REQUIREMENT: Your task is to copy the lines of the data below from the line holding "M110,567L113,551L127,530" through the line holding "239,445C256,486 266,541 311,560", inclusive, exactly and with nothing added.

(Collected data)
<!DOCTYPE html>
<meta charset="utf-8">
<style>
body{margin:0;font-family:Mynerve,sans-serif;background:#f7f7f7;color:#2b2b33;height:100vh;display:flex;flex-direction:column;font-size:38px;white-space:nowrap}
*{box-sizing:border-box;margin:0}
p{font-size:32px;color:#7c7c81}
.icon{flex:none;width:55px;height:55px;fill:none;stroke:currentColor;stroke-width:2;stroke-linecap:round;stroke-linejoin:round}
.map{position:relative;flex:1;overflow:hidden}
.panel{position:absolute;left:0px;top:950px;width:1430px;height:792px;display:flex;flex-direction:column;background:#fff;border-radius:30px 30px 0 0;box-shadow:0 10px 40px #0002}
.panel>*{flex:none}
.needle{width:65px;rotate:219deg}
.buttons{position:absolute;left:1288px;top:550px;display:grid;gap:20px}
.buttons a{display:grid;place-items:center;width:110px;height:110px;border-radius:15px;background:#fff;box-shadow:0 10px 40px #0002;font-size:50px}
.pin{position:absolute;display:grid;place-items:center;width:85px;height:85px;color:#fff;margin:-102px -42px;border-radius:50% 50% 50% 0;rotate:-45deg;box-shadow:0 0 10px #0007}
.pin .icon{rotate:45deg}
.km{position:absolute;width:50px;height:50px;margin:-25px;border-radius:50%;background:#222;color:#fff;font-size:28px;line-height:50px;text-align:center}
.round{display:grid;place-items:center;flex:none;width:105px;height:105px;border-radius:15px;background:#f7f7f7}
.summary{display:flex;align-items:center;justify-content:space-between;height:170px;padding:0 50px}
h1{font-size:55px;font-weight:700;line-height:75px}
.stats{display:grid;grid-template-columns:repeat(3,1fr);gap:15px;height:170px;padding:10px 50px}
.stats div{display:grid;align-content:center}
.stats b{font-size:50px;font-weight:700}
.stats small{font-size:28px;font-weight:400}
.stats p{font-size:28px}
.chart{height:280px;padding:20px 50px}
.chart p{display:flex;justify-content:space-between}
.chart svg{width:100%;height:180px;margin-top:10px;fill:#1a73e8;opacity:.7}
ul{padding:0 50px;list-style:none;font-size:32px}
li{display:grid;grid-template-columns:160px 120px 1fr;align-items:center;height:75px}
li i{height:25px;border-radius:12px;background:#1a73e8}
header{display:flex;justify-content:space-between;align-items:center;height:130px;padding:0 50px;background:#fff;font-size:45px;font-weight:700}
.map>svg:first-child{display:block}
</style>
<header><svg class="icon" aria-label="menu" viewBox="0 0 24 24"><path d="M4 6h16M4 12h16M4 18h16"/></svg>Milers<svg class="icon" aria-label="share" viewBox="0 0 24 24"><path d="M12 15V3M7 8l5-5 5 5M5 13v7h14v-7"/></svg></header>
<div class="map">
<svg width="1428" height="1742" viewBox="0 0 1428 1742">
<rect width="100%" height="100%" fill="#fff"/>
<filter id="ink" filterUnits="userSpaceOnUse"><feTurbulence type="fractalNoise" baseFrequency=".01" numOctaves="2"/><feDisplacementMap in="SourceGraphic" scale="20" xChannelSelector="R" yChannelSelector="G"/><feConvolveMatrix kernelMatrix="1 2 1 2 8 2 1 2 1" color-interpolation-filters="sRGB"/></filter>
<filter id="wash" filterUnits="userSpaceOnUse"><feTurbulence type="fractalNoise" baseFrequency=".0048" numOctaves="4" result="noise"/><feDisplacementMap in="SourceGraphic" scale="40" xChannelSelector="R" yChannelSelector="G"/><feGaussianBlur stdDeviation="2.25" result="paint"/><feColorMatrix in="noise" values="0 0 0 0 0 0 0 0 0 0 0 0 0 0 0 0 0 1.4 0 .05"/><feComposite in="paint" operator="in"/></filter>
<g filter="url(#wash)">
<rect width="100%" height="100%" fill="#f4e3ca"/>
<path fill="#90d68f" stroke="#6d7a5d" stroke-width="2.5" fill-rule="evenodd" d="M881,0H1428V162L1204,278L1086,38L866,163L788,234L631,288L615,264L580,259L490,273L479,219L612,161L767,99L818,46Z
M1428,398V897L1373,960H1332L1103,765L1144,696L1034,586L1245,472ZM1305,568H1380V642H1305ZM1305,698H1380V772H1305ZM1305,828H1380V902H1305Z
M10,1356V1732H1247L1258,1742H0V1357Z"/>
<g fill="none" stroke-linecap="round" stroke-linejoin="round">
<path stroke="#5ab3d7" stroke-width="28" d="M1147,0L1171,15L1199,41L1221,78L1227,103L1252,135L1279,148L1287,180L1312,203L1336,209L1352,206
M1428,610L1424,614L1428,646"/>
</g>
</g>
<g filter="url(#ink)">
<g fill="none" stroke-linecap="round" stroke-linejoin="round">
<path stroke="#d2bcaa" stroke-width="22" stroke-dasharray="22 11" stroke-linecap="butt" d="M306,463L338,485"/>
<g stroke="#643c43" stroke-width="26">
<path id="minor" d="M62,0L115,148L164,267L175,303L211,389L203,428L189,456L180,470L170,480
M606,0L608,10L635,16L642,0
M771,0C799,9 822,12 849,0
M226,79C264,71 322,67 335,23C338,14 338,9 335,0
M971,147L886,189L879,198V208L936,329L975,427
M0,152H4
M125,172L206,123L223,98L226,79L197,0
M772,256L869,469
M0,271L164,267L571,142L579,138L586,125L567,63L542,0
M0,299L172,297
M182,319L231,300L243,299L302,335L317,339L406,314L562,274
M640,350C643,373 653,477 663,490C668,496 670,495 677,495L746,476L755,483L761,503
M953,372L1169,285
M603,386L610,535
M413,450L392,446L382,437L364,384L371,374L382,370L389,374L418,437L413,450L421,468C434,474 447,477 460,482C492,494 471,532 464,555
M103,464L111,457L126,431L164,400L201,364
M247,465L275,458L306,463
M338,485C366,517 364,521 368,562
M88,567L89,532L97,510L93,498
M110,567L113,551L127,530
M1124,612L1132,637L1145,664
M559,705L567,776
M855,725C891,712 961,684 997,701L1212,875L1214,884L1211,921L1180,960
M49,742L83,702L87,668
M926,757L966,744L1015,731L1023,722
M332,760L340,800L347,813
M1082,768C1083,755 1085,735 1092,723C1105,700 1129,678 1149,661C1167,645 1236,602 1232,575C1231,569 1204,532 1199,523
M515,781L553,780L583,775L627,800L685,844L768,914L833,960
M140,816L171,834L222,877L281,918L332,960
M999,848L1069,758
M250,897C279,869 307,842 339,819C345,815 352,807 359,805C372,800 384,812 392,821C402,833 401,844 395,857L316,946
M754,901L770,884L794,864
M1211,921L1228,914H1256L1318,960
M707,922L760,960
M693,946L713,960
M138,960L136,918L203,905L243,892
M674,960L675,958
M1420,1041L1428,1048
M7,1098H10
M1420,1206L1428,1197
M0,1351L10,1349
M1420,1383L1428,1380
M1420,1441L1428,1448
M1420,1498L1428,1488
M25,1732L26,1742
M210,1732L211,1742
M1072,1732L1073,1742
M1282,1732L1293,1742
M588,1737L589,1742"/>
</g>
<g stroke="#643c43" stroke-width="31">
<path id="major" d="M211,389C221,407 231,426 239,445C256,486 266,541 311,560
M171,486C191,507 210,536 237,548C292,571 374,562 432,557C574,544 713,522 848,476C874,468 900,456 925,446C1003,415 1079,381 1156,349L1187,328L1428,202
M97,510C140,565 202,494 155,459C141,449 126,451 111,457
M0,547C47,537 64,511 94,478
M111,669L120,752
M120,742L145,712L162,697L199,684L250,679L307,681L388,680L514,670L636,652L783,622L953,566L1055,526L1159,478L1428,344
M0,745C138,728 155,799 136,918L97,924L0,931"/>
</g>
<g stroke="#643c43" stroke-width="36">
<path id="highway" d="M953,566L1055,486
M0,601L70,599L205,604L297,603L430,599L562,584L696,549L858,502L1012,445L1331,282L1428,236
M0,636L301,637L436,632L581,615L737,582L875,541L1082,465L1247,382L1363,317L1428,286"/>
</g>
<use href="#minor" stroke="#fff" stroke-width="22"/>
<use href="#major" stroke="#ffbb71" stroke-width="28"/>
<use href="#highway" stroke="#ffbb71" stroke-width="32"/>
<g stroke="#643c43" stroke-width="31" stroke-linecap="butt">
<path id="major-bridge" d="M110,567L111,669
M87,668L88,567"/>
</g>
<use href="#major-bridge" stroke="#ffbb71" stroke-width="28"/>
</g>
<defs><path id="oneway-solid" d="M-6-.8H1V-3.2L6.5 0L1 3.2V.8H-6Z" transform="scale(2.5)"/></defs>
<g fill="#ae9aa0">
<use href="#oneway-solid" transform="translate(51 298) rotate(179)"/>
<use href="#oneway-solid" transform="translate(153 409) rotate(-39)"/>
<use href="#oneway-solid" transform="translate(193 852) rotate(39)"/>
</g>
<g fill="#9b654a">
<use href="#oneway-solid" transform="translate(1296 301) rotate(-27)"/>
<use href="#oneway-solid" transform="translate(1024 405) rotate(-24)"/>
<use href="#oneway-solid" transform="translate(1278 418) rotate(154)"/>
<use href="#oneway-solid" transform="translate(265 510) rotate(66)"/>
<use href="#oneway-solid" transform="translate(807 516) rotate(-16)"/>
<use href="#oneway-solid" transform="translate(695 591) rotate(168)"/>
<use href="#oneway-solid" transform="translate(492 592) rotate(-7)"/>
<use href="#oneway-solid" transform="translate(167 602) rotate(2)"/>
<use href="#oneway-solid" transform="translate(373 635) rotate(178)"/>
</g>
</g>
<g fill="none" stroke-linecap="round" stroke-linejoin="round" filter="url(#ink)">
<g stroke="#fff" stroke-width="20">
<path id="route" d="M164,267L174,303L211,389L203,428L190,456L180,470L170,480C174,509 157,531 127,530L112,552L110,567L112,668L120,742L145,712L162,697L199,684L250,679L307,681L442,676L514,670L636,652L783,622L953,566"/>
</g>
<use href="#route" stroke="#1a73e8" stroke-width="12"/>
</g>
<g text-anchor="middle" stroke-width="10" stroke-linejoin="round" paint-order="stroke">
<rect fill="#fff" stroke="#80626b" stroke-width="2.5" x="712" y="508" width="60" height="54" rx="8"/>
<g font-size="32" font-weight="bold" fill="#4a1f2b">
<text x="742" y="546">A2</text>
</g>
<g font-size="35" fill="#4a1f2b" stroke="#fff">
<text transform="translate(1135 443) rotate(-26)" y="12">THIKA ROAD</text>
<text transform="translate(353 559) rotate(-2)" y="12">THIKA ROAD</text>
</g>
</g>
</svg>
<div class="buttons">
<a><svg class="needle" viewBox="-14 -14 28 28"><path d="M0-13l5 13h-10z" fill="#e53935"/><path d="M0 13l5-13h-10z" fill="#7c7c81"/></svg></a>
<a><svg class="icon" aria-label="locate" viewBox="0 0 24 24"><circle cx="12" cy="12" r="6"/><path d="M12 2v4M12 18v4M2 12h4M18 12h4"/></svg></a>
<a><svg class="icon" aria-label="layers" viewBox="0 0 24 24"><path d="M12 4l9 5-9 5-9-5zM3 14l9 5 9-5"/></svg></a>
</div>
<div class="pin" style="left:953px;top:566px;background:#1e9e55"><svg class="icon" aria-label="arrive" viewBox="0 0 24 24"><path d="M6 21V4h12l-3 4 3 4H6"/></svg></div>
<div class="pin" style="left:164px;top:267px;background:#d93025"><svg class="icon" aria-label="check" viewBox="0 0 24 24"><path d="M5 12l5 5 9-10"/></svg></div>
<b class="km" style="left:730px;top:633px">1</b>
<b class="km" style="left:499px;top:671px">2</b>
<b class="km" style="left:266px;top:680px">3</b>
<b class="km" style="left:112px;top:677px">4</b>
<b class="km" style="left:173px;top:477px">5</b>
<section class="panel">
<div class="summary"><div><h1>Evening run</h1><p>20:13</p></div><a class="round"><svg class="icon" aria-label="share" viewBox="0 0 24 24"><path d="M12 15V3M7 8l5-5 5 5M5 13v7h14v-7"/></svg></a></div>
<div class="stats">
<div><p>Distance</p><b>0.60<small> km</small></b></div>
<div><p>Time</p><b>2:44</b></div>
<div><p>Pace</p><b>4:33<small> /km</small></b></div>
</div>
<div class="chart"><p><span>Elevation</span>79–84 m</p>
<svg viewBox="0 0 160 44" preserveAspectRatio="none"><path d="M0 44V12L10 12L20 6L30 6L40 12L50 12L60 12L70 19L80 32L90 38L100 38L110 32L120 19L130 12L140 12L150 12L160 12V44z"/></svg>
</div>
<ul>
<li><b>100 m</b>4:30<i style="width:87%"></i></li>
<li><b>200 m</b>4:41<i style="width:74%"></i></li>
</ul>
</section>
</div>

COMPLETED EXERCISE:
M110,567L113,551L127,530
M1124,612L1132,637L1145,664
M559,705L567,776
M855,725C891,712 961,684 997,701L1212,875L1214,884L1211,921L1180,960
M49,742L83,702L87,668
M926,757L966,744L1015,731L1023,722
M332,760L340,800L347,813
M1082,768C1083,755 1085,735 1092,723C1105,700 1129,678 1149,661C1167,645 1236,602 1232,575C1231,569 1204,532 1199,523
M515,781L553,780L583,775L627,800L685,844L768,914L833,960
M140,816L171,834L222,877L281,918L332,960
M999,848L1069,758
M250,897C279,869 307,842 339,819C345,815 352,807 359,805C372,800 384,812 392,821C402,833 401,844 395,857L316,946
M754,901L770,884L794,864
M1211,921L1228,914H1256L1318,960
M707,922L760,960
M693,946L713,960
M138,960L136,918L203,905L243,892
M674,960L675,958
M1420,1041L1428,1048
M7,1098H10
M1420,1206L1428,1197
M0,1351L10,1349
M1420,1383L1428,1380
M1420,1441L1428,1448
M1420,1498L1428,1488
M25,1732L26,1742
M210,1732L211,1742
M1072,1732L1073,1742
M1282,1732L1293,1742
M588,1737L589,1742"/>
</g>
<g stroke="#643c43" stroke-width="31">
<path id="major" d="M211,389C221,407 231,426 239,445C256,486 266,541 311,560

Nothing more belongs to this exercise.